When government spends money, taxpayers need to ask some questions.
• What is this expenditure intended to accomplish?
• How much is this going to cost?
• Is this an appropriate allocation of our tax dollars?
• Are taxpayers getting a good (or reasonable) value for our money?
Cobb County is currently studying a $1 billion transit proposal, which includes
• Express buses operating in the approved-and-soon-to-be-built I-75 / I-575 managed lanes,
• Bus Rapid Transit operating in its own “barrier-separated” special lanes in the middle of Cobb Parkway, and
• 12 intersection grade separations.
Cobb already has successful bus service on Cobb Parkway. Do we need to improve this service? Perhaps. Do we need a billion dollar enhancement to our transit service on Cobb Parkway?
According to the AA (the Alternatives Analysis study), BRT will only cost $1 billion to build, as opposed to as much as $4 billion for light rail. And the AA exposes that BRT would only cost $6 million annually to operate and maintain, vs. up to $30 million annually for light rail. However, BRT is far more expensive than just increasing the frequency of existing buses.

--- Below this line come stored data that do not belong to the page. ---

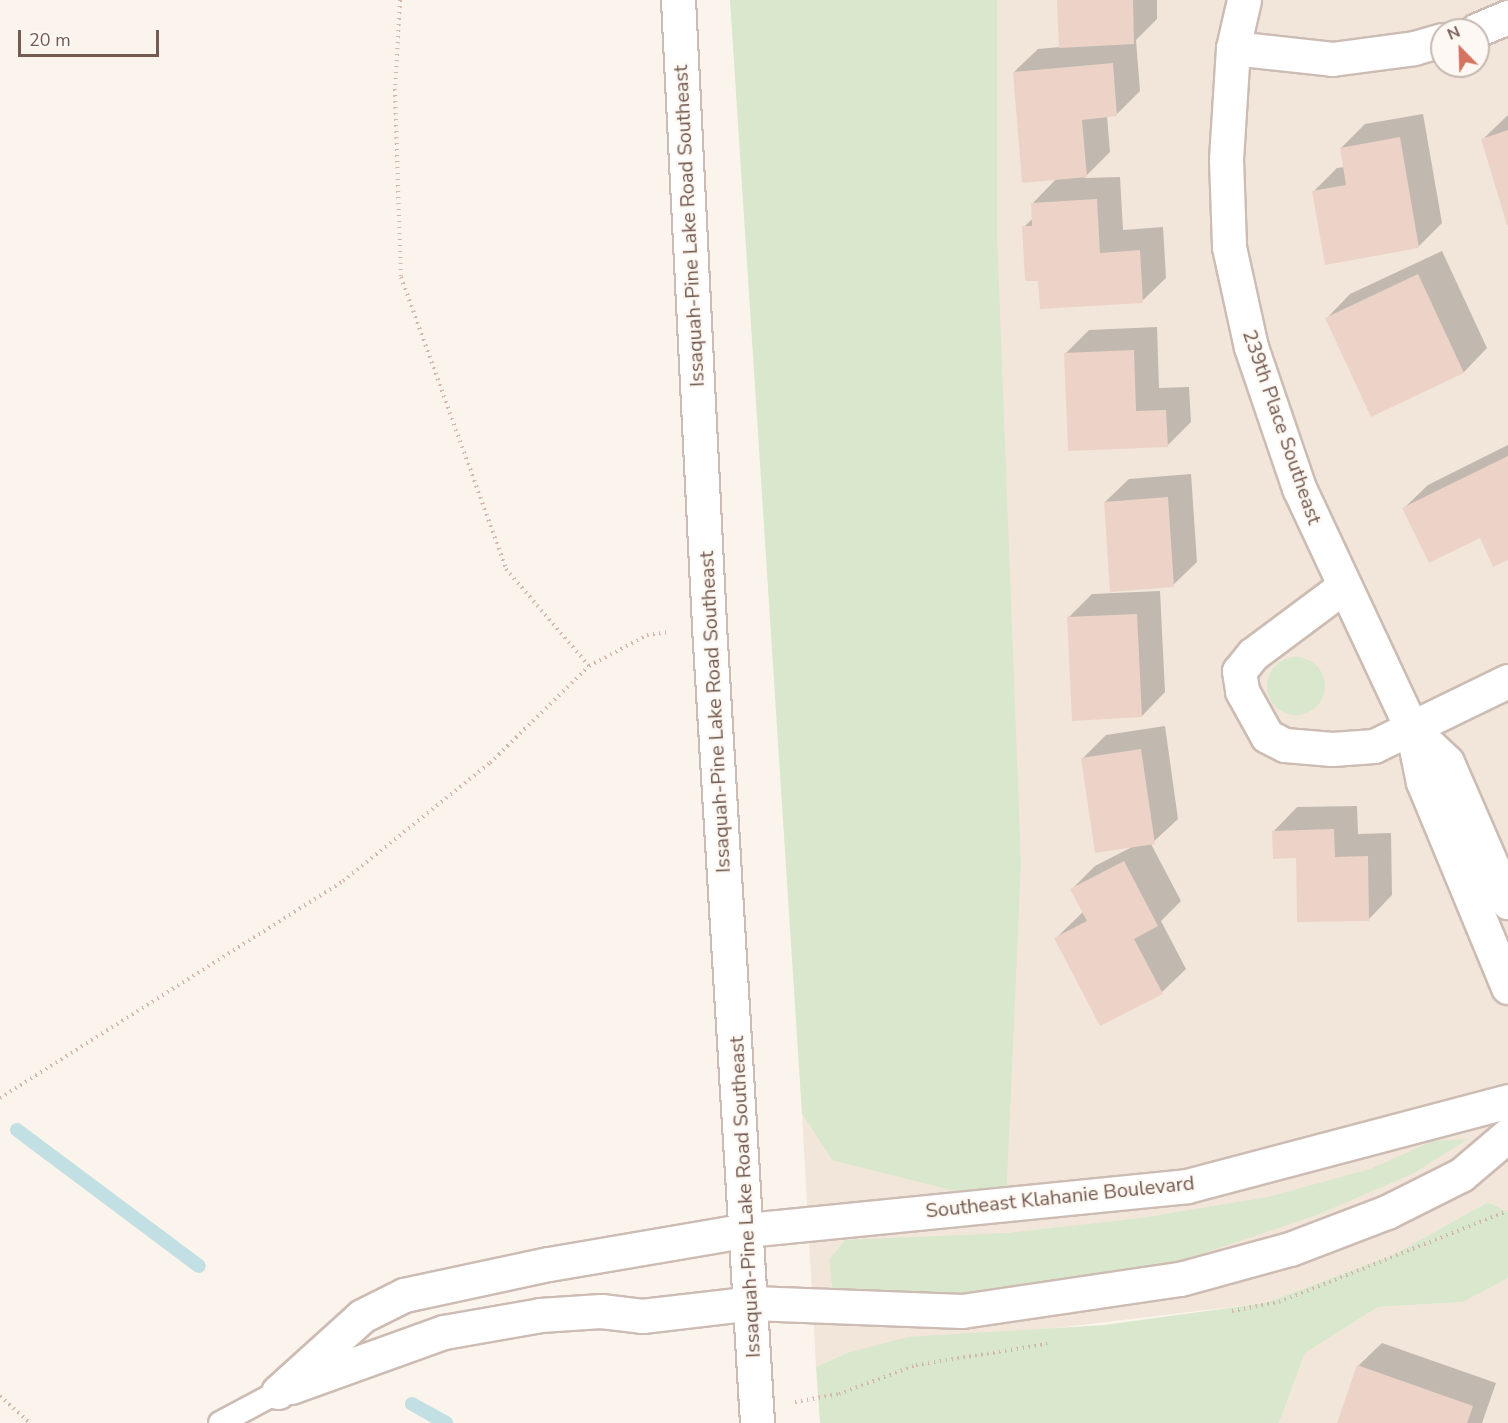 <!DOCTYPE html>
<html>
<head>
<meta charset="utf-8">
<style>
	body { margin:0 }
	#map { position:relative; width:1508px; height:1423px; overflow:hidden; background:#fbf4ec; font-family:"Nunito Sans",sans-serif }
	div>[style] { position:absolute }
	.residential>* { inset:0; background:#f2e6db }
	.green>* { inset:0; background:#d9e7cc }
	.round { border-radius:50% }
	.shadow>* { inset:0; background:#0003 }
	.stream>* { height:14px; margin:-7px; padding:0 7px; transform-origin:7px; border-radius:7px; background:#c2e0e3 }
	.building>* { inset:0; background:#edd3c7 }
	.path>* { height:4px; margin-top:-2px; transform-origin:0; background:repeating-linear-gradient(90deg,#d2b7aa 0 1.5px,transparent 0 6px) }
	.roads { filter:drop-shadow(2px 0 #ccbcb3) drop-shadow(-2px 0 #ccbcb3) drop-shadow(0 2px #ccbcb3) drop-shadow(0 -2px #ccbcb3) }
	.service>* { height:22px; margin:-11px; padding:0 11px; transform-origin:11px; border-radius:11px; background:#fff }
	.minor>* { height:33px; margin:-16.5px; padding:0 16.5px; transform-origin:16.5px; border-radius:16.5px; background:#fff }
	.tertiary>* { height:33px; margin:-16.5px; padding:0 16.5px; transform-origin:16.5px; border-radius:16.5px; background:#fff }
	.secondary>* { height:33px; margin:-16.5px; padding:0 16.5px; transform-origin:16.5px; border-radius:16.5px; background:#fff }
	span { translate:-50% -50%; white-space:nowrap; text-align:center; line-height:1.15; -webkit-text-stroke:4.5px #fdf8f3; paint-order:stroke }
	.street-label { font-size:20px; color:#745b51 }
	.north { position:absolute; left:1430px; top:18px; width:60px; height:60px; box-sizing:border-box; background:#fdf8f3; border:2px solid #c6b9b2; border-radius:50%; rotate:337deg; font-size:16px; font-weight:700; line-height:24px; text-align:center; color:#745b51 }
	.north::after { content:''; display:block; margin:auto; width:21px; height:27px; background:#d57361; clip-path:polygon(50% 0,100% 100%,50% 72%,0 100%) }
	.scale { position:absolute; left:18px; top:30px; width:141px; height:27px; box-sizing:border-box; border:3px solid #745b51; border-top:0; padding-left:8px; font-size:18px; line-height:21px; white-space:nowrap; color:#745b51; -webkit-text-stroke:4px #fdf8f3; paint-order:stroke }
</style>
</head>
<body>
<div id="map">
	<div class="residential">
		<div style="clip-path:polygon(evenodd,997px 0,1508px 0,1508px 1212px,1488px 1202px,1393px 1255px,1265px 1303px,847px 1353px,816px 1367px,802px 1114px,832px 1160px,997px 234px,997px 0,1442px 30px,1478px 30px,1478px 66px,1442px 66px,1442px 30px)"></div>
		<div style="clip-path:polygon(1508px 1278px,1508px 1423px,1279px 1423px,1305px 1353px,1378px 1307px,1462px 1302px)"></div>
	</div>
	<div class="green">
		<div style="clip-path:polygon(730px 0,997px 0,997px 234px,1021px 863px,1006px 1204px,832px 1160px,802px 1114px)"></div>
		<div class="round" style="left:1267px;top:657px;width:58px;height:58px"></div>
		<div style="clip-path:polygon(1468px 1139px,1414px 1173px,1317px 1215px,1180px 1261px,945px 1304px,833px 1295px,829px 1260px,845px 1240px,1008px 1233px,1141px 1218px,1268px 1197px,1370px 1169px,1433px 1141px)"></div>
		<div style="clip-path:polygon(1488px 1202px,1508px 1212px,1508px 1278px,1463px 1302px,1378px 1307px,1305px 1353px,1279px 1423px,820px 1423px,816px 1367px,847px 1353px,908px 1337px,1104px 1325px,1265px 1303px,1393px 1255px)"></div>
	</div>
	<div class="shadow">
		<div style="clip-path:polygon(1058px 0,1157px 0,1157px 19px,1136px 40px,1140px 91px,1116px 115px,1107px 116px,1110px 152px,1084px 178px,1120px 177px,1123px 230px,1163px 227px,1166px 278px,1142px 301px,1040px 279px,1024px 227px,1033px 218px,1032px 204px,1057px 178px,1014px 72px,1038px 49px,1060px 47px)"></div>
		<div style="clip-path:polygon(1423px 114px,1442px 223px,1419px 246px,1313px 192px,1337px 168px,1345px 167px,1341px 148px,1365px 124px)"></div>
		<div style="clip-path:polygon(1508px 115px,1508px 221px,1483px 139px)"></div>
		<div style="clip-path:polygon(1442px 251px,1487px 348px,1464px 372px,1372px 415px,1327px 318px,1350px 294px)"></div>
		<div style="clip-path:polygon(1157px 327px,1159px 388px,1189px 387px,1191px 422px,1167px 446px,1065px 354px,1089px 330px)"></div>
		<div style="clip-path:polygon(1508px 445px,1508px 558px,1480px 536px,1404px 508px,1428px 485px)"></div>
		<div style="clip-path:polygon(1191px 474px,1197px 562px,1173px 585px,1105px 502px,1129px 479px)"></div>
		<div style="clip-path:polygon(1160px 591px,1165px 692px,1142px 716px,1068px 618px,1092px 594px)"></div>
		<div style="clip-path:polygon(1165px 726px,1178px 819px,1151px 844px,1181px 901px,1161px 921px,1186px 969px,1162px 992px,1056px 938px,1083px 912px,1071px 890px,1095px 866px,1132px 847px,1082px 759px,1106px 735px)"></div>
		<div style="clip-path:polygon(1357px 806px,1358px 834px,1391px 833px,1392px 895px,1369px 919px,1274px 831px,1297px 807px)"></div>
		<div style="clip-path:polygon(1382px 1343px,1496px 1383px,1482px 1423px,1338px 1423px,1358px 1366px)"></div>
	</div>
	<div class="stream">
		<div style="left:17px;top:1130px;width:227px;rotate:36.8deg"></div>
		<div style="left:412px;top:1404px;width:39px;rotate:29deg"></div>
	</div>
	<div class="building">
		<div style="clip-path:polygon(1057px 0,1133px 0,1134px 44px,1059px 48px)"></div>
		<div style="clip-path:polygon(1113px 63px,1117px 116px,1082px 120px,1087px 177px,1022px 183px,1013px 72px)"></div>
		<div style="clip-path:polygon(1508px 130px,1508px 225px,1507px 225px,1481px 139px)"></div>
		<div style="clip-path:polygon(1400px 137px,1419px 248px,1325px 265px,1312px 191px,1346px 185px,1340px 148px)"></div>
		<div style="clip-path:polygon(1097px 199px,1100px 253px,1140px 250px,1143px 303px,1040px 309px,1038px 281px,1025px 281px,1022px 226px,1032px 226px,1031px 203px)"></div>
		<div style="clip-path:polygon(1418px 274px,1464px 373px,1371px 417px,1325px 318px)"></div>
		<div style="clip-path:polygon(1134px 350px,1136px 411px,1166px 410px,1168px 447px,1068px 451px,1064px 353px)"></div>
		<div style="clip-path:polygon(1508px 456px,1508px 560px,1493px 567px,1480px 538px,1429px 563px,1402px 508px)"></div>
		<div style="clip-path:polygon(1168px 497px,1174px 587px,1110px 592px,1104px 502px)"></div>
		<div style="clip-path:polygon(1137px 614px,1142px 717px,1072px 721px,1067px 617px)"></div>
		<div style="clip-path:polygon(1141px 749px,1155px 844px,1095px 853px,1081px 758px)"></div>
		<div style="clip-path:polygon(1334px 829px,1335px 857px,1368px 856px,1369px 921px,1297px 922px,1296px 858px,1273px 859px,1272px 831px)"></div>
		<div style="clip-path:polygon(1124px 861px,1158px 926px,1134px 939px,1163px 994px,1100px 1026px,1054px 938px,1087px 921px,1070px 889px)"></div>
		<div style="clip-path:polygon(1357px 1365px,1473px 1406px,1467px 1423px,1337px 1423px)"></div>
	</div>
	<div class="path">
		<div style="left:400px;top:0;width:89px;rotate:93.2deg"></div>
		<div style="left:395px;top:89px;width:188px;rotate:88.2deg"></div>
		<div style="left:401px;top:277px;width:310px;rotate:70.2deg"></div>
		<div style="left:506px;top:569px;width:128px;rotate:49.4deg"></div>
		<div style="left:0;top:1098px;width:406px;rotate:-32.3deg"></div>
		<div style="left:343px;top:881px;width:189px;rotate:-38.8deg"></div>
		<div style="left:490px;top:763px;width:139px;rotate:-44.4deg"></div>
		<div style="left:589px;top:666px;width:66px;rotate:-28.1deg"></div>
		<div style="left:647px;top:635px;width:22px;rotate:-8deg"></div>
		<div style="left:1232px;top:1311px;width:48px;rotate:-10.8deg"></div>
		<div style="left:1279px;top:1302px;width:246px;rotate:-21.7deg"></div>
		<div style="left:0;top:1396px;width:40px;rotate:42deg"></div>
		<div style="left:795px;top:1402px;width:45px;rotate:-10.3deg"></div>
		<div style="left:839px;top:1394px;width:82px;rotate:-20.6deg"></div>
		<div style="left:916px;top:1365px;width:133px;rotate:-9.1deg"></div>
	</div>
	<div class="roads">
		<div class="service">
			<div style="left:220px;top:1423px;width:66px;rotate:-28.1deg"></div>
		</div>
		<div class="minor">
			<div style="left:1244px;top:0;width:49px;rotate:102.9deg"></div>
			<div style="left:1233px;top:48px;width:111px;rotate:93.6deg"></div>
			<div style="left:1226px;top:159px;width:88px;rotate:88deg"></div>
			<div style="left:1229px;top:247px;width:102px;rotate:77.6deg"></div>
			<div style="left:1251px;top:347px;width:149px;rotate:71.2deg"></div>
			<div style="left:1299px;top:488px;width:266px;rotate:64.9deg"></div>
			<div style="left:1412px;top:729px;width:54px;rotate:78.3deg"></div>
			<div style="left:1423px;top:782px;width:222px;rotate:67.5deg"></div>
			<div style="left:1477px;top:30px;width:34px;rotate:-23deg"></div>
			<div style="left:1233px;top:48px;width:100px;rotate:6.3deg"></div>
			<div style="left:1332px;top:59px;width:83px;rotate:-7.6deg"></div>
			<div style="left:1414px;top:48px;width:29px;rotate:-16deg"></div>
			<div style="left:1343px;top:587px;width:112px;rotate:143.3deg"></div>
			<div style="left:1253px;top:654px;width:22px;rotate:129deg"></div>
			<div style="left:1239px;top:671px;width:20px;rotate:81deg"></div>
			<div style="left:1242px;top:691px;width:51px;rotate:60.9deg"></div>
			<div style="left:1267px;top:736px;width:20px;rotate:27deg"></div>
			<div style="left:1285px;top:745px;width:47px;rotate:4.9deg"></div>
			<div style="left:1332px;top:749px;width:42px;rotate:-4.1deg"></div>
			<div style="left:1374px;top:746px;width:149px;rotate:-25.9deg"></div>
			<div style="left:1412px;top:729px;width:48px;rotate:43.3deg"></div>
			<div style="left:1447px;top:762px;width:153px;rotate:66.5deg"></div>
			<div style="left:291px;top:1387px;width:163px;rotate:-19.8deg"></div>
			<div style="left:444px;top:1332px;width:97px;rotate:-10deg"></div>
			<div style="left:540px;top:1315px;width:61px;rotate:-3.8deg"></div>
			<div style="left:601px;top:1311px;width:41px;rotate:7deg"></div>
			<div style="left:642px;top:1316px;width:111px;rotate:-6.7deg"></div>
			<div style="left:278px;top:1392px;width:113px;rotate:-42.1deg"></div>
			<div style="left:362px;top:1316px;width:47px;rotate:-26.6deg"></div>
			<div style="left:404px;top:1295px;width:148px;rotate:-12.1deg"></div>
			<div style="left:549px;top:1264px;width:201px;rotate:-9.7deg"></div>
		</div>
		<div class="tertiary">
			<div style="left:747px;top:1230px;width:442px;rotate:-5.7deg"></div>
			<div style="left:1187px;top:1186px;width:332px;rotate:-14.8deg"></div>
			<div style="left:752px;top:1303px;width:210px;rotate:2.2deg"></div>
			<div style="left:962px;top:1311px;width:220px;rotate:-8.4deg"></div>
			<div style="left:1180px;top:1279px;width:114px;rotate:-15.3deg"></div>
			<div style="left:1290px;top:1249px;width:104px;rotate:-20.9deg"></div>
			<div style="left:1387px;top:1212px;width:83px;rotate:-26.6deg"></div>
			<div style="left:1461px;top:1175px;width:62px;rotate:-40.4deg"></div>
		</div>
		<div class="secondary">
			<div style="left:678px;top:0;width:627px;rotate:87.16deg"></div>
			<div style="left:709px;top:626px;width:798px;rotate:86.55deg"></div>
		</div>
	</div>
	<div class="street-label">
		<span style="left:689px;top:226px;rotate:-93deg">Issaquah-Pine Lake Road Southeast</span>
		<span style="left:1282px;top:427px;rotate:71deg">239th Place Southeast</span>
		<span style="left:715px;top:712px;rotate:-93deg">Issaquah-Pine Lake Road Southeast</span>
		<span style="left:745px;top:1197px;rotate:-93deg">Issaquah-Pine Lake Road Southeast</span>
		<span style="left:1060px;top:1197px;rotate:-6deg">Southeast Klahanie Boulevard</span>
	</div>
	<div class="north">N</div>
	<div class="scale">20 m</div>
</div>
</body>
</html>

If the only objective of this transit project were to improve transit service along Cobb Parkway, we could invest $2 million into doubling the frequency of the existing buses, and also running some additional buses that only stop at the major stops that have been identified along the BRT route. This $2 million investment would be a major upgrade from a transportation perspective, and would save taxpayers the remaining $998 million. It would also save millions in future annual operating and maintenance costs.
The other objective of the billion dollar transit proposal is to incentivize the redevelopment of private property. Cobb County has a Land Use Plan. Cobb is free to have its Land Use Plan allow high density mixed use development along this corridor. However, I continue to disagree with spending $1 billion of taxpayers’ tax dollars to incentivize the redevelopment of private property. I do not think this is an appropriate use of our tax dollars.
Future annual operating and maintenance costs for BRT would be much higher than just adding additional buses on Cobb Parkway.
• Will the extra millions of dollars for future operating and maintenance costs consume future funding that Cobb might have otherwise been able to use for other transportation needs elsewhere in Cobb?
• Will this misallocation of our financial resources take funding away from other needed services?
• Will this enhancement be so expensive to build and operate and maintain, that it will necessitate future tax increases?
One could also ask who are the special interests who would benefit / profit from the billion dollar plan, vs. a $2 million alternative that would do nothing more than to improve the existing transit service?
The BRT would operate in “barrier-separated” dedicated lanes, which would be built in the middle of Cobb Parkway. These barriers will block left turns into and out of existing businesses. This may adversely impact these businesses.
A large portion of the billion dollars will be spent on the “intersection grade separations.” (Grade separations means one crossing over the other.)
If these intersection grade separations were separating all north-south vehicular traffic from all east-west vehicular traffic, it would have had a huge benefit for reducing traffic congestion for everybody. However, these grade separations will cost hundreds of millions of dollars to build bridges for the buses to cross over these intersections.
Downtown city streets are designed to accommodate relatively slow-moving traffic, while also accommodating large amounts of pedestrian traffic. Cobb Parkway is not a city street. It is a major highway designed to allow fast-moving vehicular traffic to move longer distances. Is it realistic to try to convert the functionality of Cobb Parkway into the equivalent of a downtown city street?
BRT would operate entirely in the middle of Cobb Parkway. In order to get to the bus, every transit rider will have to cross to the middle of Cobb Parkway. And when the rider reaches their destination, they will again have to cross Cobb Parkway. Cobb promises to assure that this can be done safely. Can it be done safely, and conveniently, and at a reasonable cost, and not impede traffic flow on this major highway?
This project will not help to alleviate traffic congestion. Annual operating and maintenance costs will cost millions more than just increasing the frequency of the existing bus service. The existing bus service on Cobb Parkway could be significantly enhanced for $2 million, and therefore save taxpayers the other $998 million.
Does the billion dollar plan give taxpayers good value for our money?
Ron Sifen is president of the Cobb County Civic Coalition.